By LBEB Athlete Alanna Casey

 Bachelors of Science in Health Behavior Science

World’s Most Powerful Woman 75kg

www.facebook.com/StrongwomanAlannaCasey

 

  • I get that intense training can prevent a period, but seems like this shouldn’t be looked at as a desired side effect.. I mean, I’m all for not having a period but working your body to the point that it stops seems a bit unhealthy.

  • I had to LOL a little that you spot sometimes during strongwoman training. Its like the chick equivalent of when I’ve seen guys with nosebleeds after they do a really heavy competition squat or deadlift. Haha.

  • No, it’s not normal to skip periods when lifting heavy. Weightlifting women are not a population exempt from female athlete triad. Please get your facts straight… and eat more. Heavy lifting will NOT affect a healthy woman’s cycle, being in a negative energy balance will.

    I find a wee bit ironic I’m reading this on Eat Big, Lift Big.

    • I agree. As well, I d believe promoting the use of anti-inflammatories. And of the reasons women cramp is due to a burdened liver, therefore adding more chemicals for the liver to process further strains it.

      There’s a lot to be said for listening to your body and not ‘forcing’ it when you need to rest and let your body work the way mother nature intended.

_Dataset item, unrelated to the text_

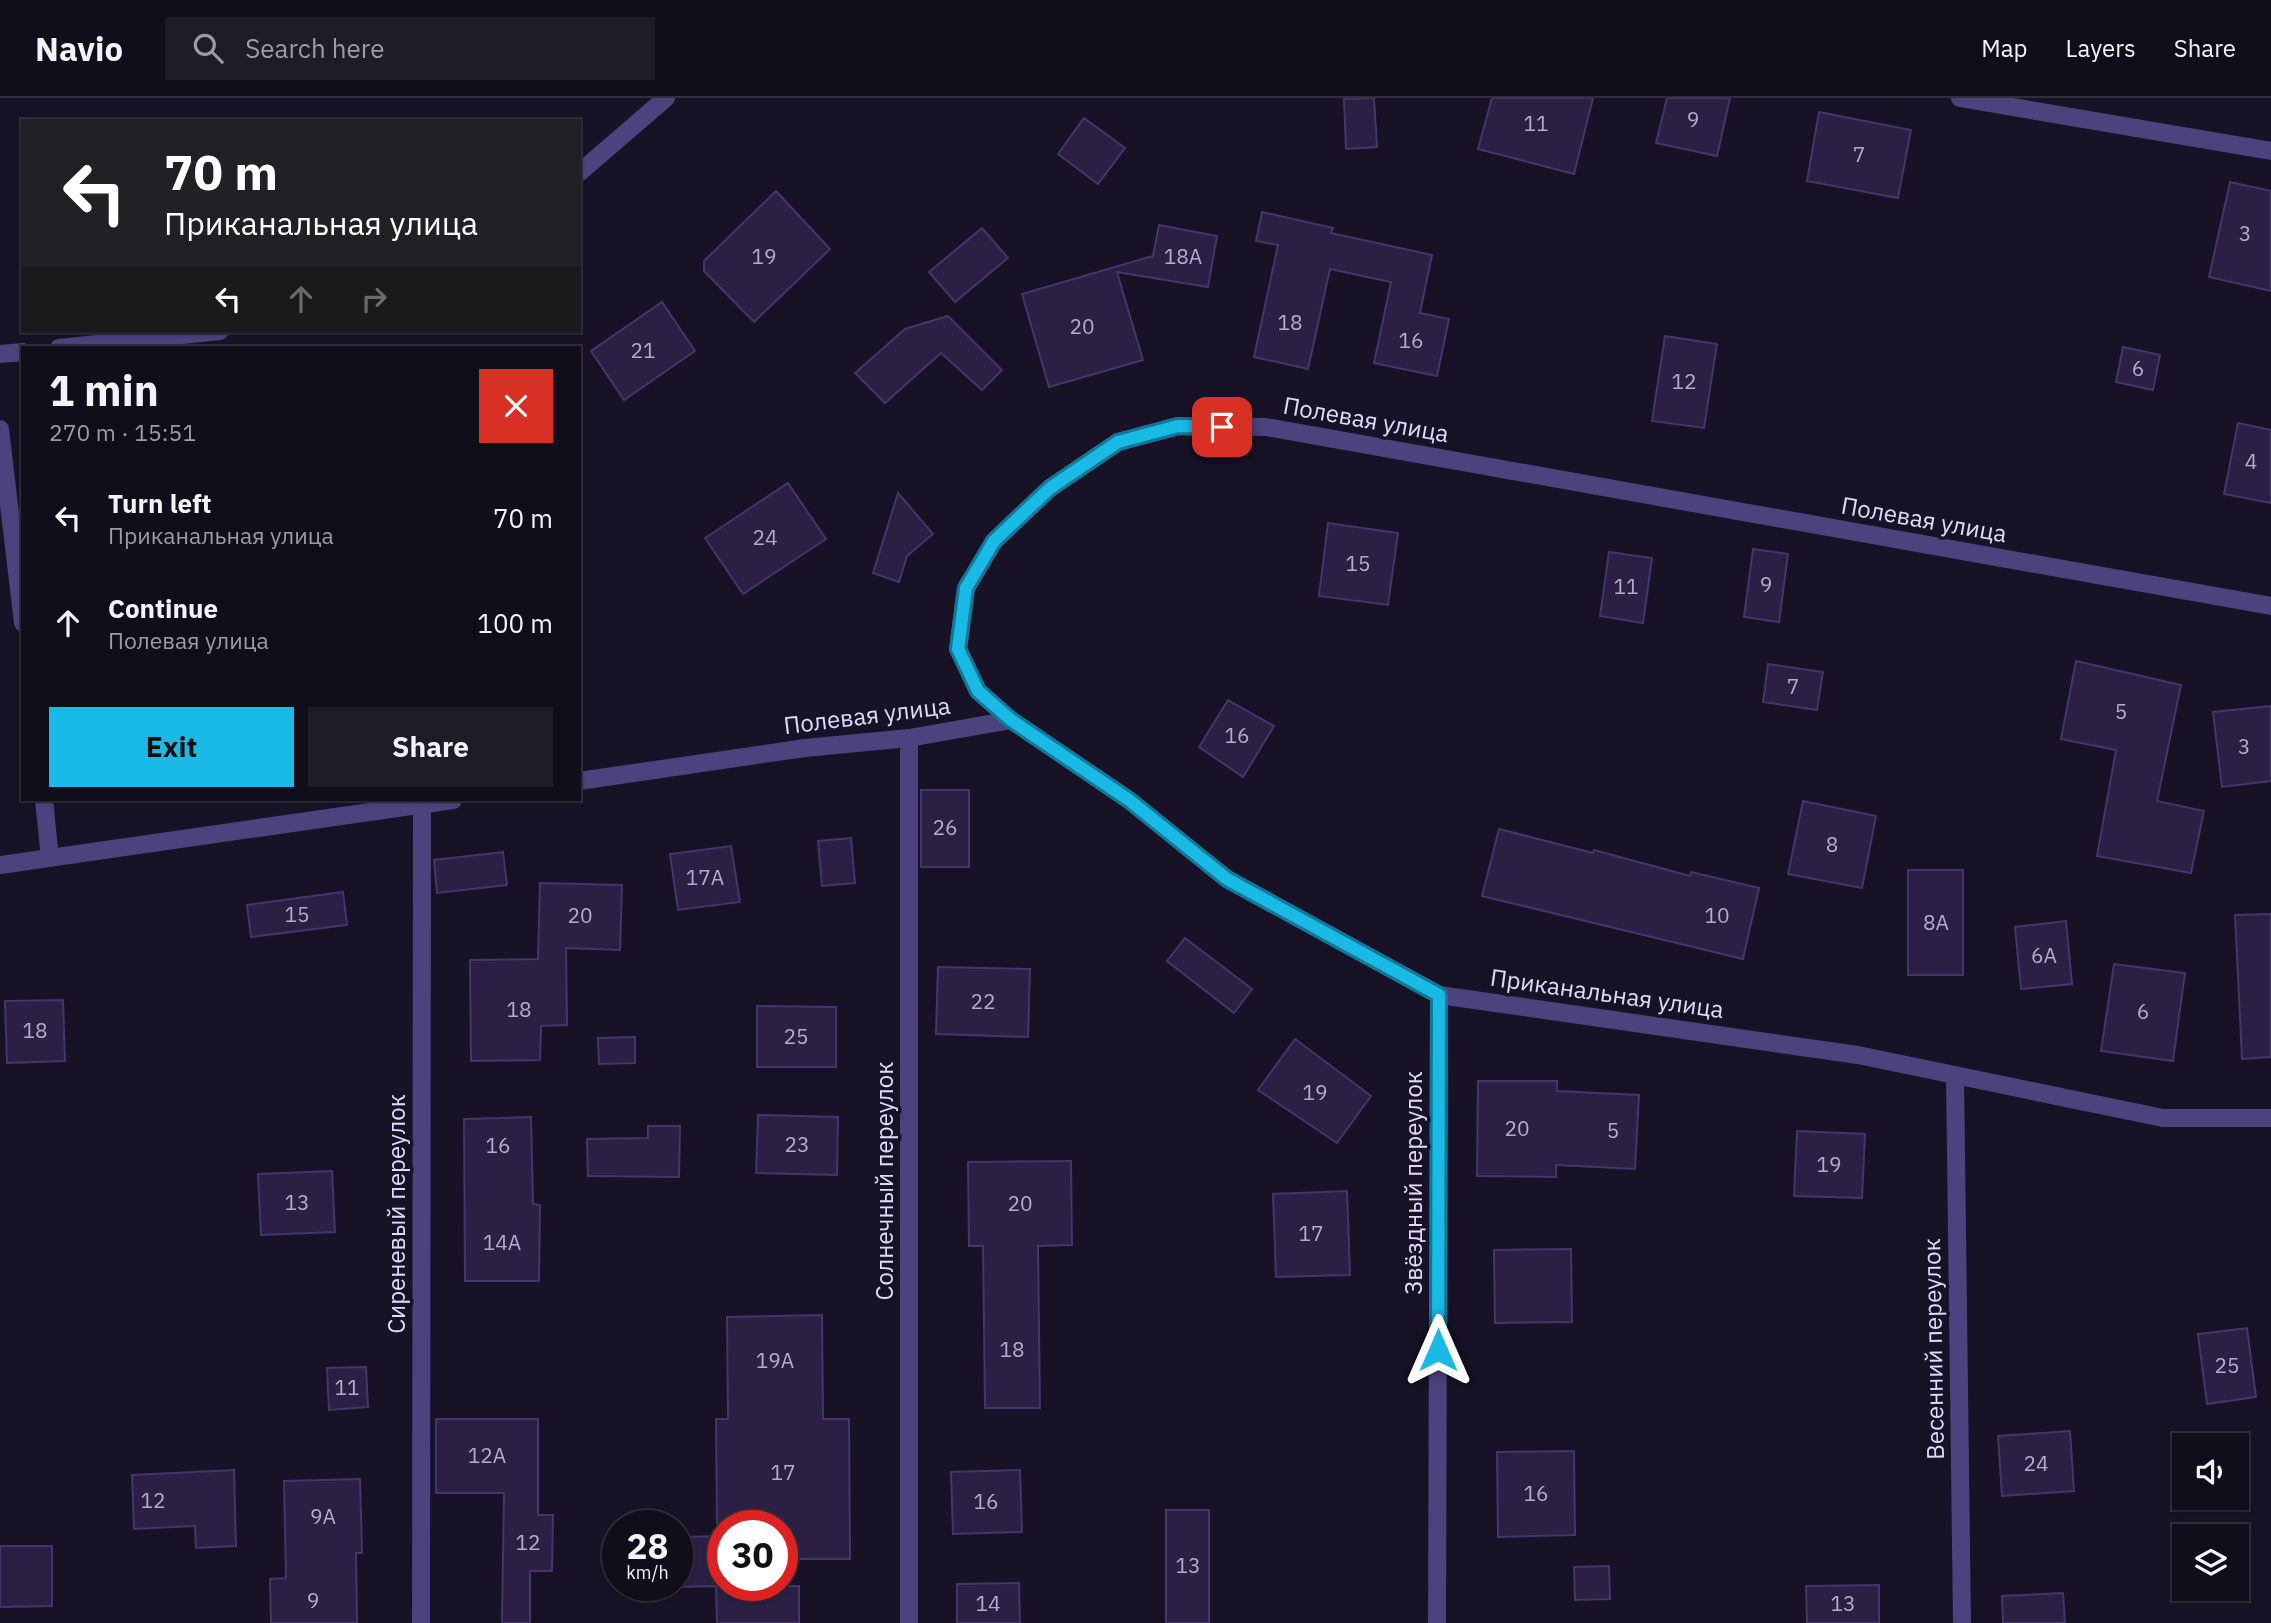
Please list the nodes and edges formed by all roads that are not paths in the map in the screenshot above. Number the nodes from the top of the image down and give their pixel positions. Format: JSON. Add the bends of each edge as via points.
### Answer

  • It might be a bit more beneficial to get a doctor’s point of view on things like not getting your period while training before saying that it’s perfectly normal. I understand that gymnasts, cheerleaders, runners, don’t get their periods while training because of their low body fat, but I don’t know why that would affect you while you’re lifting heavy unless you’re not eating enough and your body fat has dropped below like 12%.

    I don’t know if this is a problematic way to look at it, or if it’s just worded badly and hasn’t been elaborated on.

  • Great discussion everyone! Allow me to clear a few things up.

    1) It isnt “normal” for the average woman to skip her period. However, if you train at an extremely high intensity level, it can be “normal” to skip occasionally. This statement is a direct reflection of MULTIPLE occasions where I asked various PhD gynecologist about my personal situation.
    2) Yes, while typically it would not be seen as a “positive” for a woman to be irregular, skipping your period is not in itself unhealthy. Thousands and thousands of women don’t get their period for YEARS due to various methods of birth control.
    3) I’m not saying its normal for high class athletes to never get their period, rather that it is “normal” to be irregular.
    4) There is more to this equation than body fat. While yes, extremely low body fat can be an unhealthy reason why women may be irregular, that is not the only reason. I have NEVER been below about 17% body fat.
    5) I am talking about a very VERY small percentage of women. I’d estimate that 95-99% percent of women who participate in athletes/sports will remain unaffected, in terms of their monthly cycle. However, when a woman put extremely high stress loads on her body, the result can be irregular month cycles.
    6) This is MY personal experience. I have come to these conclusions after multiple talks, at length, with my doctor(s), and 5 years of training at a World Class level. This is not “the rule” but rather the exception. I wanted to write about this topic in case any other women are experiencing or have experienced a similar situation.
    7) Always talk to YOUR doctor if you are in anyway worried about your cycle or your body.

    I hope this clears some things up.

    – Alanna Casey

  • “Yes, while typically it would not be seen as a “positive” for a woman to be irregular, skipping your period is not in itself unhealthy. Thousands and thousands of women don’t get their period for YEARS due to various methods of birth control.”

    Just because something has been done for years does not make it healthy or normal.